Where'd You Go, Bernadette(80)
I couldn’t stop crying. I was trapped in the fun house of pemmican rations, photographs of Doris Day, crates of whiskey, a rusty can of Quaker Oats where the Quaker Oats guy is a young man, Morse code machines, long johns with butt flaps hanging from a clothesline, and baby bibs that read ANTARCTICA BEACH CLUB. Charlie, chin lowered, spoke into the radio clipped to his parka. Lots of concerned ladies asked, What’s wrong?, something I now know how to say in Japanese, which is Anata wa daijbudesu?
I burrowed through the gathering nylon mass and made it out the front door. I stumbled down the ramp and, when I got to the bottom, clambered over some big rocks as far as I could go and stopped at a little inlet. I looked back, and there were no people. I sat down and caught my breath. There was one elephant seal, swaddled in her own blubber, lolling on her side. I couldn’t imagine how she was ever going to move. Her eyes were big black buttons, oozing black tears. Her nose, too, was oozing black. My breath was dense clouds. The cold seized me. I didn’t know if I’d ever move again. Antarctica was truly a horrible place.
“Bee, darling?” It was Dad. “Thank you,” he said quietly to a Japanese lady who must have led him to me. He sat down and handed me a handkerchief.
“I thought she was here, Dad.”
“I can see why you might have thought that,” he said.
I cried a little, but then stopped. Still, the crying continued. It was Dad.
“I miss her, too, Bee.” His chest jerked violently. He was bad at crying. “I know you think you have a monopoly on missing her. But Mom was my best friend.”
“She was my best friend,” I said.
“I knew her longer.” He wasn’t even being funny.
Now that Dad was crying, I was, like, both of us can’t be sitting on rocks in Antarctica crying. “It’s going to be OK, Dad.”

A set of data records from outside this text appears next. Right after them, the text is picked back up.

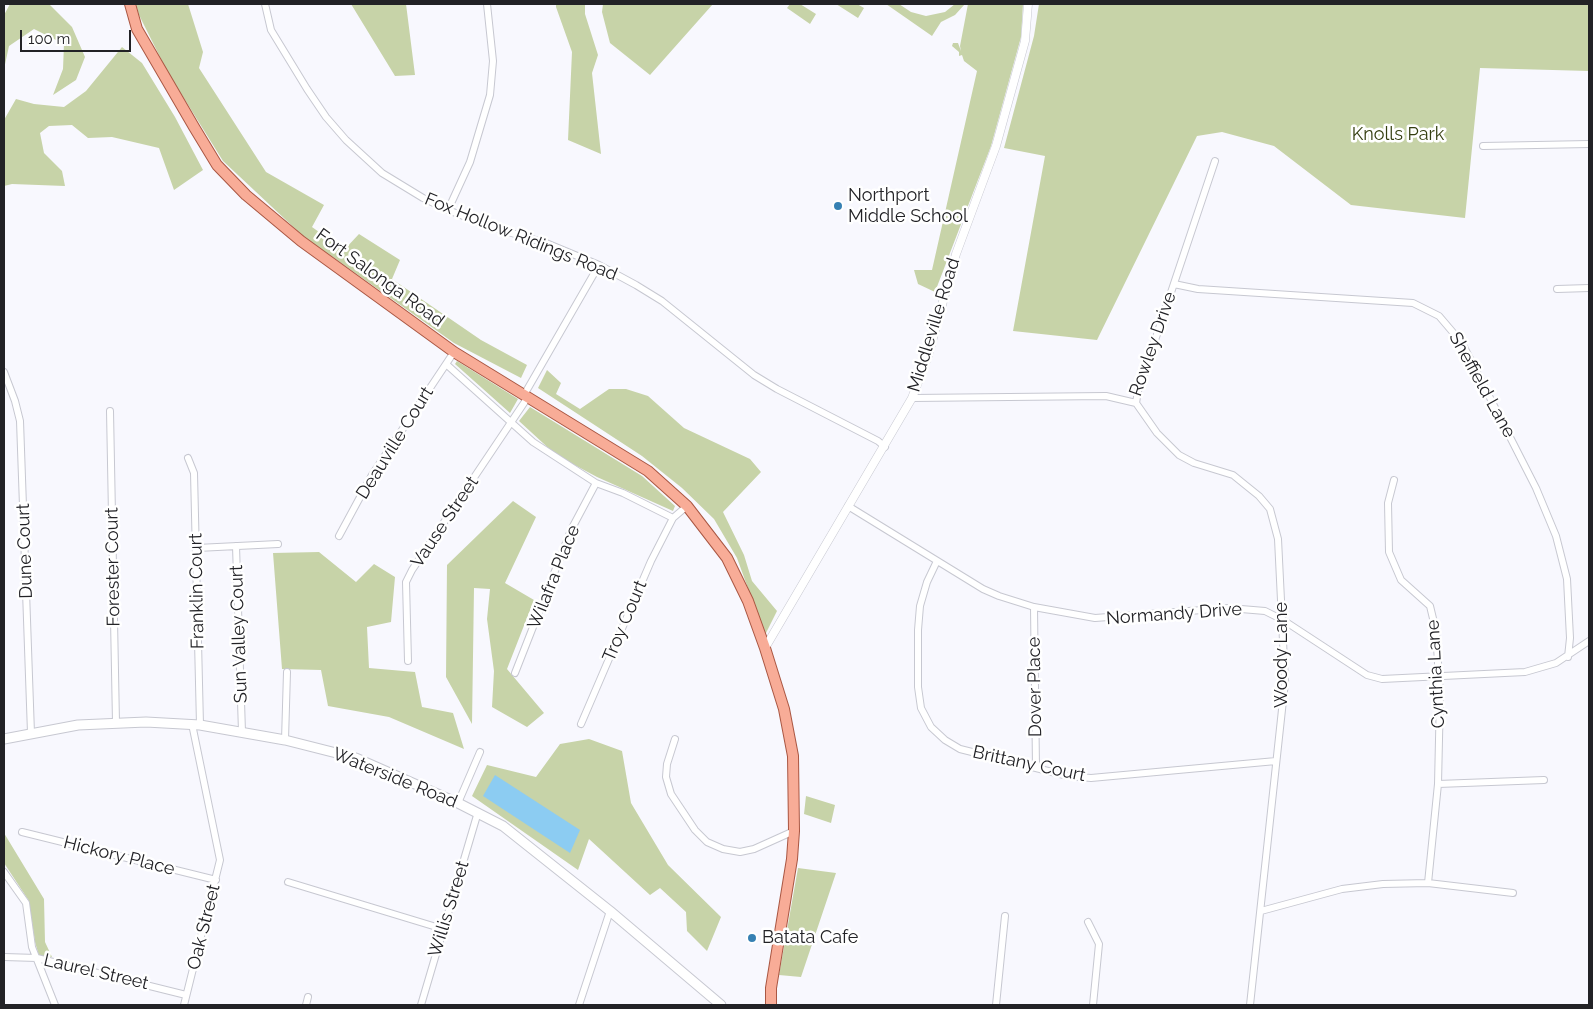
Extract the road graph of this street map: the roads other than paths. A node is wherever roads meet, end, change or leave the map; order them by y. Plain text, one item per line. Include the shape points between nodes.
1 (130, 4) edge
2 (265, 4) edge
3 (487, 4) edge
4 (1028, 4) edge
5 (1589, 144) edge
6 (1483, 146) dead end
7 (1215, 161) dead end
8 (448, 210) junction
9 (599, 265) junction
10 (1174, 284) junction
11 (1589, 288) edge
12 (1557, 289) dead end
13 (454, 352) junction
14 (446, 364) junction
15 (4, 372) edge
16 (526, 396) junction
17 (912, 398) junction
18 (1136, 403) junction
19 (110, 411) dead end
20 (512, 423) junction
21 (885, 446) junction
22 (188, 458) dead end
23 (1394, 480) dead end
24 (596, 483) junction
25 (686, 506) junction
26 (848, 506) junction
27 (673, 518) junction
28 (339, 536) dead end
29 (278, 544) dead end
30 (236, 546) junction
31 (197, 548) junction
32 (937, 561) junction
33 (1034, 607) junction
34 (1283, 620) junction
35 (1589, 641) edge
36 (765, 648) junction
37 (1568, 657) junction
38 (408, 660) dead end
39 (287, 672) dead end
40 (515, 673) dead end
41 (1439, 677) junction
42 (116, 723) junction
43 (581, 724) dead end
44 (196, 725) junction
45 (242, 732) junction
46 (31, 733) junction
47 (4, 739) edge
48 (675, 739) dead end
49 (285, 740) junction
50 (480, 752) dead end
51 (1276, 761) junction
52 (1036, 768) junction
53 (1544, 780) dead end
54 (1438, 784) junction
55 (458, 803) junction
56 (478, 812) junction
57 (794, 831) junction
58 (22, 832) dead end
59 (219, 848) joint
60 (4, 872) edge
61 (216, 880) junction
62 (288, 882) dead end
63 (1428, 883) junction
64 (1513, 893) dead end
65 (610, 911) junction
66 (1261, 911) junction
67 (1005, 916) dead end
68 (1088, 922) dead end
69 (443, 929) junction
70 (4, 957) edge
71 (37, 958) junction
72 (186, 995) junction
73 (308, 997) dead end
74 (55, 1005) edge
75 (184, 1005) edge
76 (306, 1005) edge
77 (421, 1005) edge
78 (579, 1005) edge
79 (720, 1005) edge
80 (770, 1005) edge
81 (996, 1005) edge
82 (1093, 1005) edge
83 (1250, 1005) edge

1 - 13 main road, Fort Salonga Road via 137,29 217,165 246,195 301,241
2 - 8 street, Fox Hollow Ridings Road via 271,30 326,118 382,173
3 - 8 street via 493,61 490,95 470,162
4 - 17 street, Middleville Road via 1025,41 996,146 956,254 928,356
5 - 6 street
7 - 10 street, Rowley Drive
8 - 9 street, Fox Hollow Ridings Road via 546,243
9 - 16 street, Vause Street
9 - 21 street, Fox Hollow Ridings Road via 662,301 754,375
10 - 18 street, Rowley Drive
10 - 37 street, Sheffield Lane via 1198,289 1413,303 1440,316 1462,343 1536,488 1556,536 1567,579 1570,613
11 - 12 street
13 - 14 street, Deauville Court
13 - 16 main road, Fort Salonga Road
14 - 20 street
14 - 28 street, Deauville Court via 372,474
15 - 46 street, Dune Court via 20,422
16 - 20 street, Vause Street
16 - 25 main road, Fort Salonga Road via 648,470
17 - 18 street, Rowley Drive via 1106,396
17 - 21 street, Middleville Road
18 - 34 street, Woody Lane via 1157,433 1179,455 1233,475 1270,509 1281,558
19 - 42 street, Forester Court
20 - 24 street via 533,442
20 - 38 street, Vause Street via 406,582
21 - 26 street, Middleville Road
22 - 31 street, Franklin Court via 194,473
23 - 41 street, Cynthia Lane via 1388,503 1390,552 1401,580 1430,606 1436,630
24 - 27 street
24 - 40 street, Wilafra Place via 571,530
25 - 27 street
25 - 36 main road, Fort Salonga Road via 727,558 748,601
26 - 32 street, Normandy Drive
26 - 36 street, Middleville Road
27 - 43 street, Troy Court via 651,561
29 - 30 street
30 - 31 street, Sun Valley Court
30 - 45 street, Sun Valley Court
31 - 44 street, Franklin Court
32 - 33 street, Normandy Drive via 983,589
32 - 52 street, Brittany Court via 926,582 918,622 921,708 931,727 960,749
33 - 34 street, Normandy Drive via 1095,618 1247,608 1264,611
33 - 52 street, Dover Place
34 - 41 street, Normandy Drive via 1368,675 1397,680
34 - 51 street, Woody Lane via 1285,682
35 - 37 street, Normandy Drive
36 - 57 main road, Fort Salonga Road via 790,734
37 - 41 street, Normandy Drive via 1525,672
39 - 49 street
41 - 54 street, Cynthia Lane
42 - 44 main road, Waterside Road
42 - 46 main road, Waterside Road
44 - 45 main road, Waterside Road
44 - 59 street, Franklin Court
45 - 49 main road, Waterside Road
46 - 47 main road, Waterside Road
48 - 57 street via 667,770 671,794 707,842 740,852
49 - 55 main road, Waterside Road via 356,758
50 - 55 street
51 - 52 street, Brittany Court via 1090,778
51 - 66 street, Woody Lane
53 - 54 street
54 - 63 street, Cynthia Lane
55 - 56 main road, Waterside Road
56 - 65 main road, Waterside Road via 503,826
56 - 69 street, Willis Street
57 - 80 main road, Fort Salonga Road
58 - 61 street, Hickory Place
59 - 61 street, Oak Street
60 - 71 street via 26,903 32,947
61 - 72 street, Oak Street
62 - 69 street
63 - 64 street
63 - 66 street via 1362,885
65 - 78 street
65 - 79 main road, Waterside Road
66 - 83 street, Woody Lane
67 - 81 street
68 - 82 street via 1099,944
69 - 77 street, Willis Street
70 - 71 street, Laurel Street
71 - 72 street, Laurel Street
71 - 74 street
72 - 75 street, Oak Street
73 - 76 street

“You’re absolutely right,” he said, blowing his nose. “It all started with that letter I sent Dr. Kurtz. I was only trying to get Mom help. You have to believe me.”
“I do.”
“You’re great, Bee. You’ve always been great. You’re our biggest accomplishment.”
“Not really.”
“It’s true.” He put his arm around me and pulled me close. My shoulder fit perfectly under his shoulder. I could already feel the warmth from his armpit. I nestled in closer. “Here, try these.” He reached into his parka and pulled out two of those pocket-warming heat biscuits. I yowled, they felt so good.
“I know this trip has been hard on you,” Dad said. “It’s not what you wanted it to be.” He let out a big gooey sigh. “I’m sorry you had to read all those documents, Bee. They weren’t meant for you. They weren’t something a fifteen-year-old should have had to read.”
“I’m glad I read them.” I didn’t know Mom had those other babies. It made me feel like there were all these children Mom would rather have had, and loved as much as she loved me, but I was the one who lived and I was broken, because of my heart.
“Paul Jellinek was right,” Dad said. “He’s a great guy, a true friend. I’d like us to go down to L.A. and spend some time with him one day. He knew Bernadette best. He realized that she needed to create.”
“Or she’d become a menace to society,” I said.
“That’s where I really failed your mom,” he said. “She was an artist who had stopped creating. I should have done everything I could to get her back.”
“Why didn’t you?”
“I didn’t know how. Trying to get an artist to create… it’s gigantic. I write code. I didn’t understand it. I still don’t. You know, I’d forgotten, until I read that Artforum article, that we used Mom’s MacArthur money to buy Straight Gate. It was like Bernadette’s hopes and dreams were literally crumbling around us.”
“I don’t know why everyone’s so down on our house,” I said.
“Have you ever heard that the brain is a discounting mechanism?”
“No.”
“Let’s say you get a present and open it and it’s a fabulous diamond necklace. Initially, you’re delirious with happiness, jumping up and down, you’re so excited. The next day, the necklace still makes you happy, but less so. After a year, you see the necklace, and you think, Oh, that old thing. It’s the same for negative emotions. Let’s say you get a crack in your windshield and you’re really upset. Oh no, my windshield, it’s ruined, I can hardly see out of it, this is a tragedy! But you don’t have enough money to fix it, so you drive with it. In a month, someone asks you what happened to your windshield, and you say, What do you mean? Because your brain has discounted it.”
“The first time I walked into Kennedy’s house,” I said, “it had that horrible Kennedy-house smell because her mother is always frying fish. I asked Kennedy, What’s that gross smell? And she was, like, What smell?”
“Exactly,” Dad said. “You know why your brain does that?”
“Nuh-uh.”
“It’s for survival. You need to be prepared for novel experiences because often they signal danger. If you live in a jungle full of fragrant flowers, you have to stop being so overwhelmed by the lovely smell because otherwise you couldn’t smell a predator. That’s why your brain is considered a discounting mechanism. It’s literally a matter of survival.”